It may not have the grandeur of Paris or Vienna but Athens has its own oddly shabby beauty. Beneath the magnificent archaeological sites, tree-lined streets hide pockets of elegance.
However, the city is also drab and unsightly in large areas, buildings choked with the fumes of traffic and cigarettes. It is many of these walls – grey and crumbling – that have been transformed by a burgeoning trend in street art.
For as the financial crisis has transformed parts of the city for the worse – once-affluent areas now beset by crime and prostitution – it has also inspired a flourishing community of street artists, brightening up the capital with their acerbic and colourful creations.
Among them is the mysteriously named Bleeps.
Often compared to the British artist Banksy, he keeps his identity secret.
On a driving tour of his work, he points out an image that shows a woman holding a sign that reads “hopeless”, next to words such as “monetary system”, “capitalism” and “corruption”.
Another depicts a banker clutching a safe, pursued by a figure representing death. A third, entitled “Greece’s economic model” shows a girl with an amputated leg.

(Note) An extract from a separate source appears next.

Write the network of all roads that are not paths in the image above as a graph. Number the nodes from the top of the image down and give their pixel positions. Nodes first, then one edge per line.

“I was in a sense lucky to live in this difficult era, although it’s difficult for me as well,” he says.
“It gave me the opportunity to discuss it and create images about it. If there weren’t this crisis, my art would be like a voice in the desert. Nobody would listen to it.”
Merkel mocked
While Greece is strangled by the worst financial crisis in its modern history, an alternative cultural scene seems to be fighting back.

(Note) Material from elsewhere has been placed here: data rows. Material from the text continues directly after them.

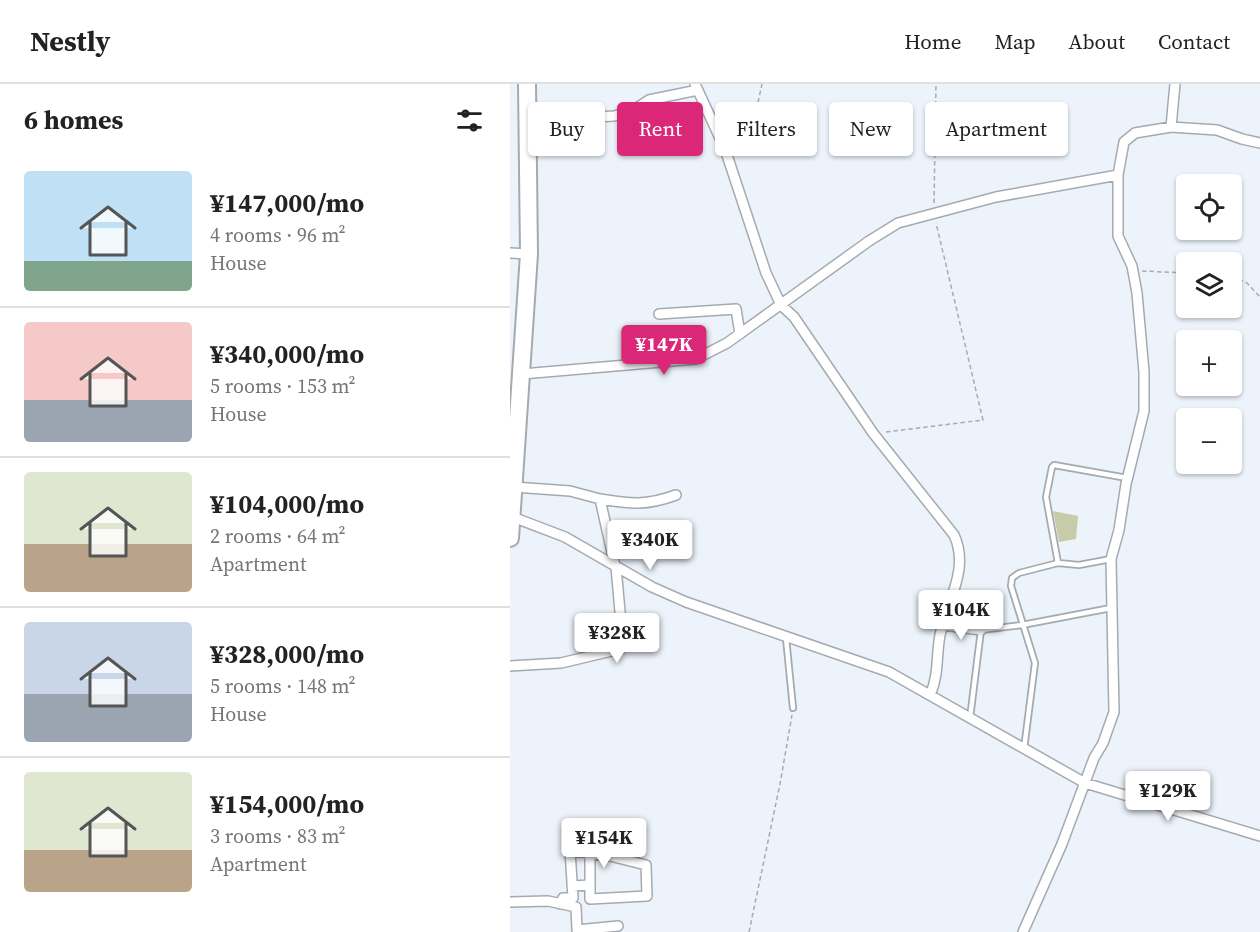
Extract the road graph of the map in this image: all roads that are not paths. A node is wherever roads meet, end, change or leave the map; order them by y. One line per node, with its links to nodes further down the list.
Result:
1 (526, 84): 6 (highway)
2 (1175, 84): 5 (street)
3 (697, 87): 4 (street); 12 (street)
4 (605, 117)
5 (1171, 127): 7 (street); 9 (street)
6 (528, 142)
7 (1260, 143)
8 (528, 156): 11 (highway)
9 (1118, 175): 12 (street); 16 (street)
10 (510, 253): 11 (street)
11 (529, 254): 15 (highway)
12 (781, 305): 14 (street); 26 (street)
13 (659, 314): 14 (street)
14 (740, 334): 15 (street)
15 (522, 374): 17 (highway)
16 (1127, 478): 22 (street); 23 (lane)
17 (514, 487): 19 (street); 20 (highway)
18 (676, 495): 19 (street)
19 (600, 499): 24 (street)
20 (511, 516): 21 (highway); 24 (street)
21 (510, 538)
22 (1111, 559): 23 (lane); 25 (street)
23 (1058, 563): 27 (lane)
24 (615, 567): 29 (street); 30 (street)
25 (1111, 608): 27 (lane); 35 (street)
26 (943, 625): 28 (street); 31 (street)
27 (1022, 625): 28 (lane); 34 (lane)
28 (981, 630): 33 (lane)
29 (786, 635): 31 (street); 32 (lane)
30 (510, 666)
31 (930, 695): 33 (street)
32 (793, 708)
33 (970, 718): 34 (street)
34 (1024, 749): 35 (street)
35 (1085, 783): 36 (street); 43 (street)
36 (1260, 836)
37 (590, 853): 38 (street); 38 (street); 39 (street)
38 (590, 885): 39 (street)
39 (572, 886): 41 (street)
40 (510, 902): 41 (street)
41 (560, 904): 42 (street)
42 (618, 926)
43 (1023, 932)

State funding for the arts has been slashed by 30 per cent in the past two years but the experience of living through today’s Greece has spawned new and exciting cultural ideas.

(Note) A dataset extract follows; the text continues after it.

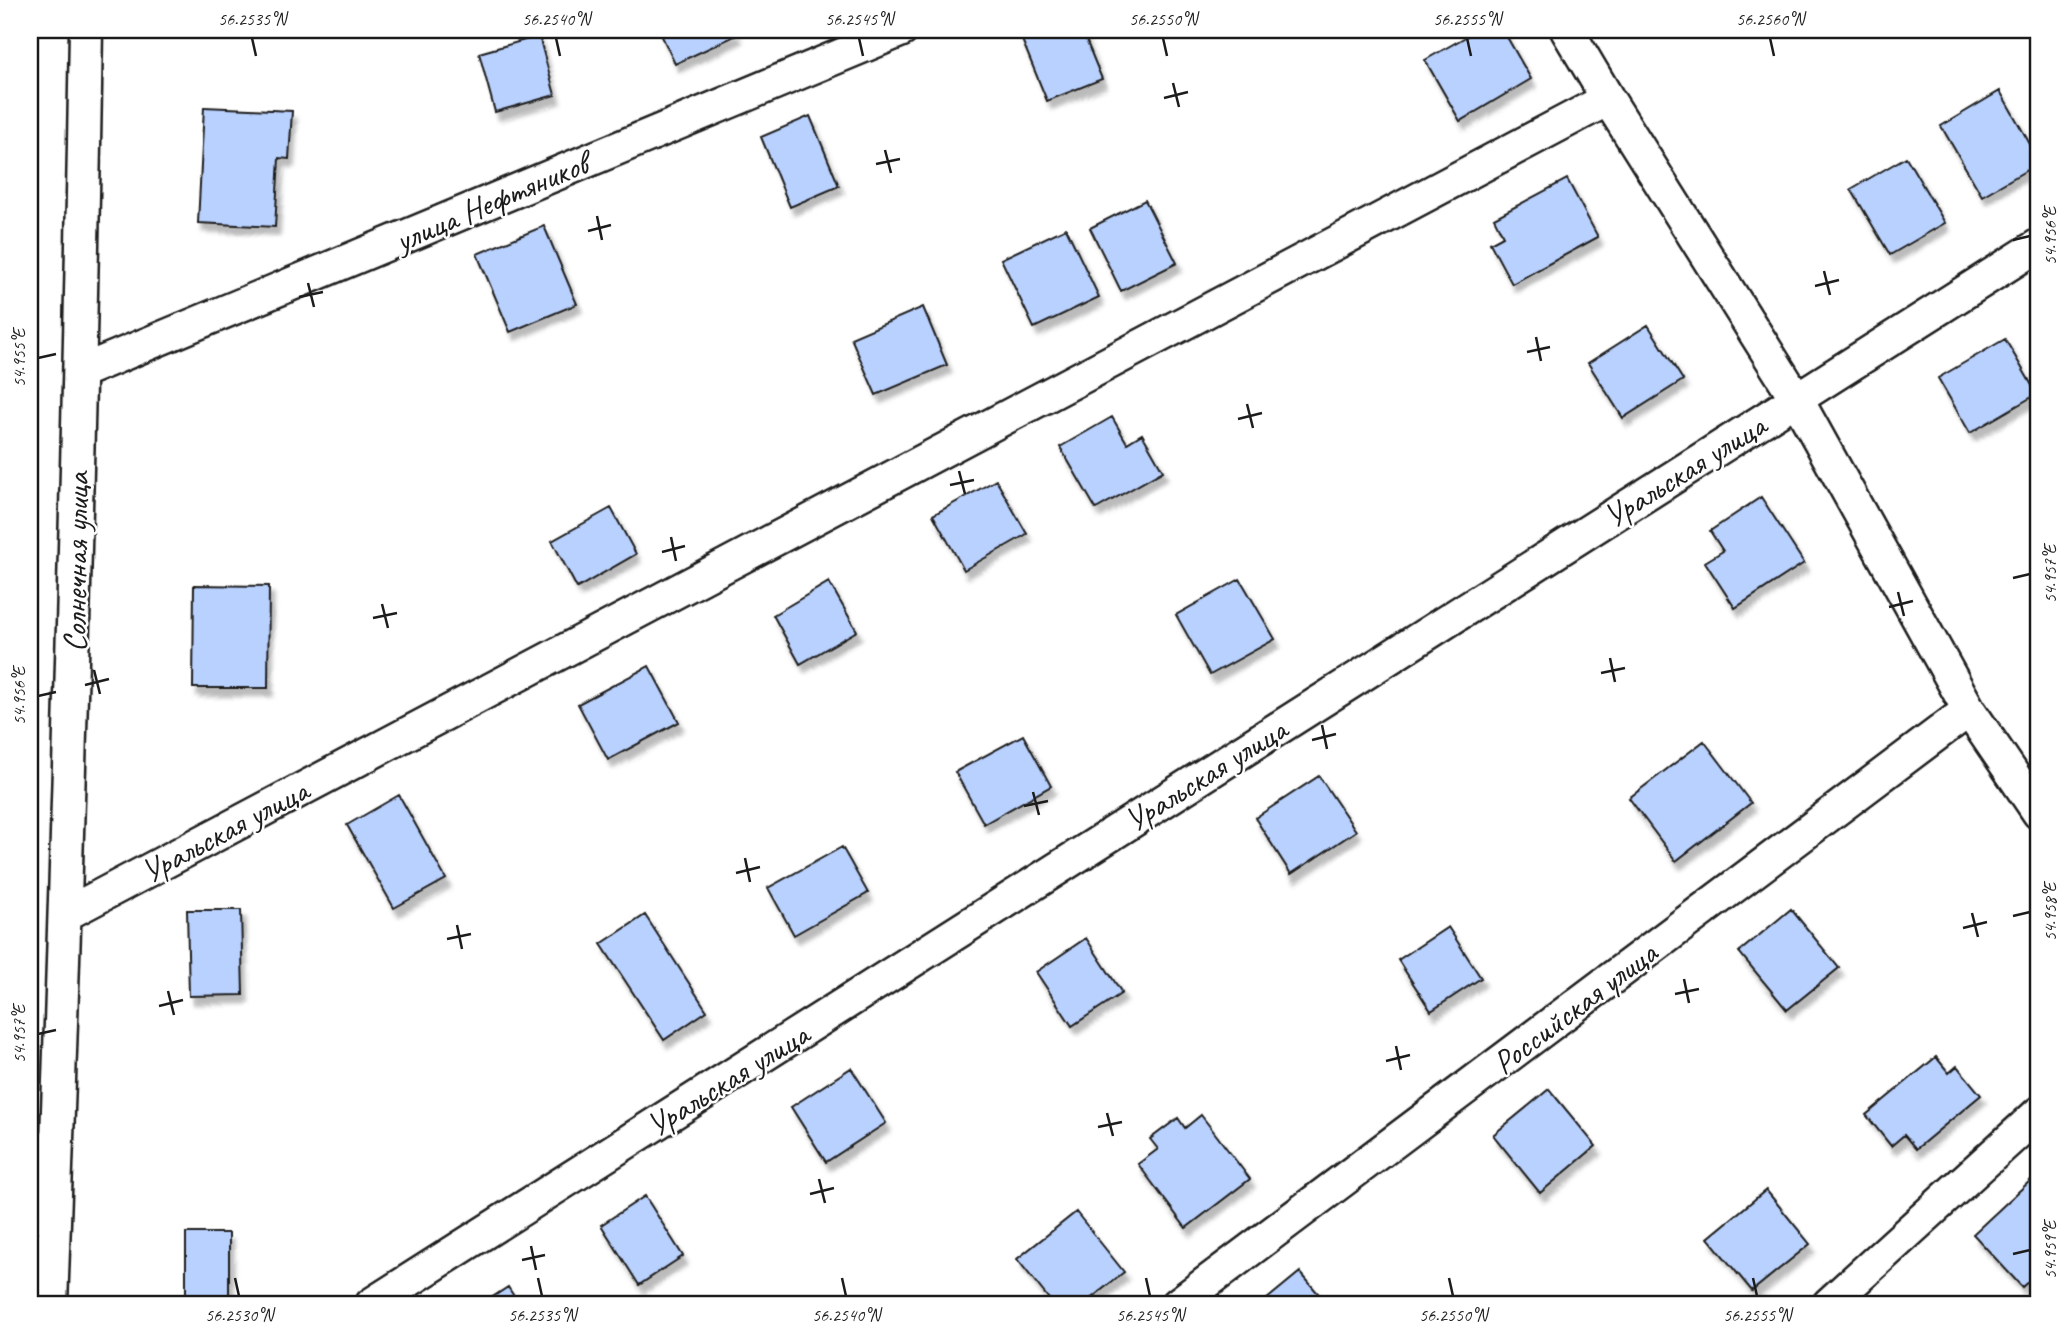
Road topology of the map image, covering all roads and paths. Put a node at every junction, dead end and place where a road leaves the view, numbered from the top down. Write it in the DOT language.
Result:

In a small theatre in the capital, a young group performs their new show called 10 Centimetres Up. They, like many, have done away with props and scenery as budgets are tightened and so they rely on their impressive physical expertise and wit.
The play portrays three eras of Greece: the 1930s, the 1960s and the modern day. It is a visual feast: the actors play different roles and brilliantly act out inanimate objects.
References to the crisis are clear: a scene from today depicts tear gas-filled protests. In another, a homeless person is shown begging for small change “because I’m hungry”.
At one point, the actors form the figure of the pro-austerity German Chancellor Angela Merkel, hated by many Greeks.
“Ich liebe Griechenland, ich liebe Deutschland,” says the fictional chancellor, before repeating: “No hospitals, no education, no pensions, no, no, no.”
At the end, a character from the modern day decides to remain in Greece while others leave.
“The crisis gave me a push to come back to my country and do something,” says director Sofia Paschou, “because I had a very clear vision of what I wanted to say.
“It’s that whatever the very bad situation that we’re in, we are going to stay and survive. We’re going to continue living and working and solving and dancing.”
She says the crisis has brought together like-minded people who want to respond through their art.
“Instead of being angry on the streets breaking things, let our anger make something more positive, interesting and useful,” she says.
Protest music
That anger has spread into music too.
Hip-hop has become the sound of the crisis, with groups such as Psychodrama hitting out against the status quo in their lyrics.
Lead singer, Giorgos Siatitsas, has released a track that criticises the government and the media for spreading fear. The video contains strong images of street demonstrations, heavy-handed police action and poverty.
“With the crisis, my music has become angrier,” he says.
“That helps my fans to express the rage they feel too. Before, music was for entertainment. Now it has a political message. Music could inspire people to overthrow the system.”
The recession has, of course, made things tough. Many galleries now struggle to sell their art. Big museums have cut back on security staff, leading to two major robberies this year and spending cuts have stunted important archaeological projects and excavations.
But Maria Vlazaki from the ministry of culture believes the arts scene can continue to prosper.
“This ministry always had limited funding,” she says.
“Of course we have far more problems now but in difficult times, culture survives. We have a wonderful cultural heritage but we don’t rely on that. We will continue to be not just a country of ancient culture but of an exciting modern one too.”
With the theatre of Sophocles, the philosophy of Plato and the epic poetry of Homer, Greece’s cultural legacy to the world is pronounced.
Today, from the street to the stage to the studio, money is scarce but ideas are abundant and a new crisis culture is being born.